Using the data below, copy every line that contains the word "동탄순환대로".

────────────────────────────────────────

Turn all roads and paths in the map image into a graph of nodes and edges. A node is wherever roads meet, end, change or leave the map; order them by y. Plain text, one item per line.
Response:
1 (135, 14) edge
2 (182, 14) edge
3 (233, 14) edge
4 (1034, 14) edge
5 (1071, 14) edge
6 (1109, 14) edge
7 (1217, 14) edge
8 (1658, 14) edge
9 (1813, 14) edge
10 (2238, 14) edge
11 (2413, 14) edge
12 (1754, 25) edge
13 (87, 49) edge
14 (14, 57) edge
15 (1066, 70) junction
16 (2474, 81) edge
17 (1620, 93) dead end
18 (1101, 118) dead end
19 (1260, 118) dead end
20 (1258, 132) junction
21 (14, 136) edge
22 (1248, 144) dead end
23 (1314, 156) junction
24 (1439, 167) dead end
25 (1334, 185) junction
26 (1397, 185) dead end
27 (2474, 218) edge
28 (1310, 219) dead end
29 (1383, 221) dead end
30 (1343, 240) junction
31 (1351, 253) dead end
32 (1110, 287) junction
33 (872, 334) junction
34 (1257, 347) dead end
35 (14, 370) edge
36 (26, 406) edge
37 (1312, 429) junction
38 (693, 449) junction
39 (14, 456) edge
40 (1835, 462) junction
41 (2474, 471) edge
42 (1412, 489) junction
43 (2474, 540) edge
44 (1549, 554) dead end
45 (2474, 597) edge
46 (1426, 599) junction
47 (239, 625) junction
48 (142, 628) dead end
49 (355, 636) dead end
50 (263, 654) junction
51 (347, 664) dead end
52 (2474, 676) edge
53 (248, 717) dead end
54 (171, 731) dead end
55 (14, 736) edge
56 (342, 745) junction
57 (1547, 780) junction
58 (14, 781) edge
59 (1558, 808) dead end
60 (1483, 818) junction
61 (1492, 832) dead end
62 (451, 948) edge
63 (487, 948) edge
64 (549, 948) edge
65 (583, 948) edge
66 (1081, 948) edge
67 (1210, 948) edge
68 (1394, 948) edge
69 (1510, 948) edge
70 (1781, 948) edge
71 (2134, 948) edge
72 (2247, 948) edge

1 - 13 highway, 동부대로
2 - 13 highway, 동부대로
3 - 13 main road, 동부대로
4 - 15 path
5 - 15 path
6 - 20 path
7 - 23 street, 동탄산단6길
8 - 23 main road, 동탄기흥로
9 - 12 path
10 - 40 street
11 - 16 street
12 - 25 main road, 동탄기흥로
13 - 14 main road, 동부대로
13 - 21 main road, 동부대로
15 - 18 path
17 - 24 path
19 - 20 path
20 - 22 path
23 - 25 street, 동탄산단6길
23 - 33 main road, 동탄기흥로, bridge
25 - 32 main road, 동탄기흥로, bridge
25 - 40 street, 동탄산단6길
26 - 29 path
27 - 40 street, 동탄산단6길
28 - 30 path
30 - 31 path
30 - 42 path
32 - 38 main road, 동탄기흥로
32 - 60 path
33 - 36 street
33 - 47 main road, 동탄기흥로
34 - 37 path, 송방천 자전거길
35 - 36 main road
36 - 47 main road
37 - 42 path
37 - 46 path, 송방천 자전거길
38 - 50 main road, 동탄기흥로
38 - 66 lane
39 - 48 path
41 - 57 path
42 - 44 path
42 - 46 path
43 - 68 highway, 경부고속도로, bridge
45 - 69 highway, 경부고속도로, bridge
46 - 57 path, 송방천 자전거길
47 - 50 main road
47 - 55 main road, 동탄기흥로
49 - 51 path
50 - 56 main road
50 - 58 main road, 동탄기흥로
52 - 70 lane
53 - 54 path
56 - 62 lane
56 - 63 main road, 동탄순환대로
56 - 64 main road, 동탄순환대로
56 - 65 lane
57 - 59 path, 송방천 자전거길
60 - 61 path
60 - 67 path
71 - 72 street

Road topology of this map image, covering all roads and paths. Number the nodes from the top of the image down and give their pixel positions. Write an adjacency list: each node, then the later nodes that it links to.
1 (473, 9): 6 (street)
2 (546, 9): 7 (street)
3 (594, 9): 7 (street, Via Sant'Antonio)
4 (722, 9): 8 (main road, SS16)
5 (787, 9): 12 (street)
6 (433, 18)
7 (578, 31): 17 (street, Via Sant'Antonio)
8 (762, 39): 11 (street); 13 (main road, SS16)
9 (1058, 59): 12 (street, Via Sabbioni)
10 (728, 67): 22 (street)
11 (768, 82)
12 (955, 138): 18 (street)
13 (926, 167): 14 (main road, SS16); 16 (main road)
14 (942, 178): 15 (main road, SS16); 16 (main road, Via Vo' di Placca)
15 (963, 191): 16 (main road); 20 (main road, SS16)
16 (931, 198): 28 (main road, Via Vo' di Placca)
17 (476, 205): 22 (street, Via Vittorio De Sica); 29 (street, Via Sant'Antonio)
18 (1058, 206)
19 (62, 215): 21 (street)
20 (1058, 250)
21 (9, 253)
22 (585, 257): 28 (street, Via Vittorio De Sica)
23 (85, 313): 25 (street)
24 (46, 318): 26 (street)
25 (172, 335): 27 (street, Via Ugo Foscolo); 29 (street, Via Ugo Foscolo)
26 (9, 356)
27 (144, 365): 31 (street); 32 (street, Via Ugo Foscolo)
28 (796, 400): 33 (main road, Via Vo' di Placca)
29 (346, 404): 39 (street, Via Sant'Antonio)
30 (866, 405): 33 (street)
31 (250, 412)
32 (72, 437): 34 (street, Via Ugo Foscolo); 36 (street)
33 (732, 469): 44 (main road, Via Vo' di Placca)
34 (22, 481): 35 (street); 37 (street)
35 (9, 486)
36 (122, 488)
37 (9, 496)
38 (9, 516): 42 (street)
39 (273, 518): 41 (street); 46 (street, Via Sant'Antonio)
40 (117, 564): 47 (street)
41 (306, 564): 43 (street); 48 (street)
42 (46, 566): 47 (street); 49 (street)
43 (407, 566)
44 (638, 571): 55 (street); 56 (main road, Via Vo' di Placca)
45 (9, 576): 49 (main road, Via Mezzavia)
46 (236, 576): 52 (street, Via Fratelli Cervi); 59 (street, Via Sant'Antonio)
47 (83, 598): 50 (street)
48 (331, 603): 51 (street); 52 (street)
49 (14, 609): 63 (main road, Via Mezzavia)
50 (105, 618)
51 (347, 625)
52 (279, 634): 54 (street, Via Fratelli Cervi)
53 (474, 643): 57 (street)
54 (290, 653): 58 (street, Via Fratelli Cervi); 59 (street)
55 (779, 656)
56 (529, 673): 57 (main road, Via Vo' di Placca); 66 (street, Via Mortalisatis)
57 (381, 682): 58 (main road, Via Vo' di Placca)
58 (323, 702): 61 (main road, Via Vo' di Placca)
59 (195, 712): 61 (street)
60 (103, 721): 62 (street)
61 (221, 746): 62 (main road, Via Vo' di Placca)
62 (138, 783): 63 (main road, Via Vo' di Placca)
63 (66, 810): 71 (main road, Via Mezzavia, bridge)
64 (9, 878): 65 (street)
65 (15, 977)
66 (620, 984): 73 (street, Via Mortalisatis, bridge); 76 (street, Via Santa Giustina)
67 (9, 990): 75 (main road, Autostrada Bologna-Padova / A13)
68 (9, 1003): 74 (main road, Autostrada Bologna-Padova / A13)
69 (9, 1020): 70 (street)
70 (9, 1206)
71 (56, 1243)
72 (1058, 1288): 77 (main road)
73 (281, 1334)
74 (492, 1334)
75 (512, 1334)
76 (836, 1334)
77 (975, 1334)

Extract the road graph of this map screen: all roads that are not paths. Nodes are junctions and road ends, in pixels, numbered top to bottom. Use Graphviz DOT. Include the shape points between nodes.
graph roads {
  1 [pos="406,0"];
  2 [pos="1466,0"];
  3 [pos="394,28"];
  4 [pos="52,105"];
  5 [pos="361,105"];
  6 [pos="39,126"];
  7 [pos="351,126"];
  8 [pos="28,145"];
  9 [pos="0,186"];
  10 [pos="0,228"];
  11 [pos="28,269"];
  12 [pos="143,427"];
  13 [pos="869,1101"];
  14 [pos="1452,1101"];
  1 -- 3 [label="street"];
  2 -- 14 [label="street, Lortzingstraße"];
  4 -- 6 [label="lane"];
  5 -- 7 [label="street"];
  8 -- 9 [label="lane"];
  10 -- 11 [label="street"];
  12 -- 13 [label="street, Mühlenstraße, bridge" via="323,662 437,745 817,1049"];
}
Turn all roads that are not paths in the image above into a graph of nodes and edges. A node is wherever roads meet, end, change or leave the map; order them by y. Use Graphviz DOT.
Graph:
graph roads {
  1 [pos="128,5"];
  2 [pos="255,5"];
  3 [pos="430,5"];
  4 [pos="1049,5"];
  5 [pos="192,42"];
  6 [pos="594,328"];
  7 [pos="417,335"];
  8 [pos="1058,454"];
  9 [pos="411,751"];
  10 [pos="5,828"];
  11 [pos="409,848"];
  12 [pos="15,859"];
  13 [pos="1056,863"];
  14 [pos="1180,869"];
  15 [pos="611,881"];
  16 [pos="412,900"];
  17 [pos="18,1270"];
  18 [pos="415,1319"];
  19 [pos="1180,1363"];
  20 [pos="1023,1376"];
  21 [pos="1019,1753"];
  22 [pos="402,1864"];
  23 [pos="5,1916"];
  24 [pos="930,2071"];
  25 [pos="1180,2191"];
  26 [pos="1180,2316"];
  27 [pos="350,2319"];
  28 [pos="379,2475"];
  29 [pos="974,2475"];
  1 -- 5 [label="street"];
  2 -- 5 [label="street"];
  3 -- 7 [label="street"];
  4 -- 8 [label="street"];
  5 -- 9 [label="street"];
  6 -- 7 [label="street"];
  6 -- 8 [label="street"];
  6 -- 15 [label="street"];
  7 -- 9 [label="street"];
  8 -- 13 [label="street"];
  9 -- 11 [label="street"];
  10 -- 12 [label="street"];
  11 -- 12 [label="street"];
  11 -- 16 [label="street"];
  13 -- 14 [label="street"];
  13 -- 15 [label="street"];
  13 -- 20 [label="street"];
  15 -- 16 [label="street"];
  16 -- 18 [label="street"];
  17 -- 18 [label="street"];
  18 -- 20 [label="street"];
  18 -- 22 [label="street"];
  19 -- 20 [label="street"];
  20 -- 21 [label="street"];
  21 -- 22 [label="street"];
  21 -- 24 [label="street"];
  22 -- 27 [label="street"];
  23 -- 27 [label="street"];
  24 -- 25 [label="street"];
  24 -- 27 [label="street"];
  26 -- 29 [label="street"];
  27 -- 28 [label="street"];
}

────────────────────────────────────────

Completed exercise.
56 - 63 main road, 동탄순환대로
56 - 64 main road, 동탄순환대로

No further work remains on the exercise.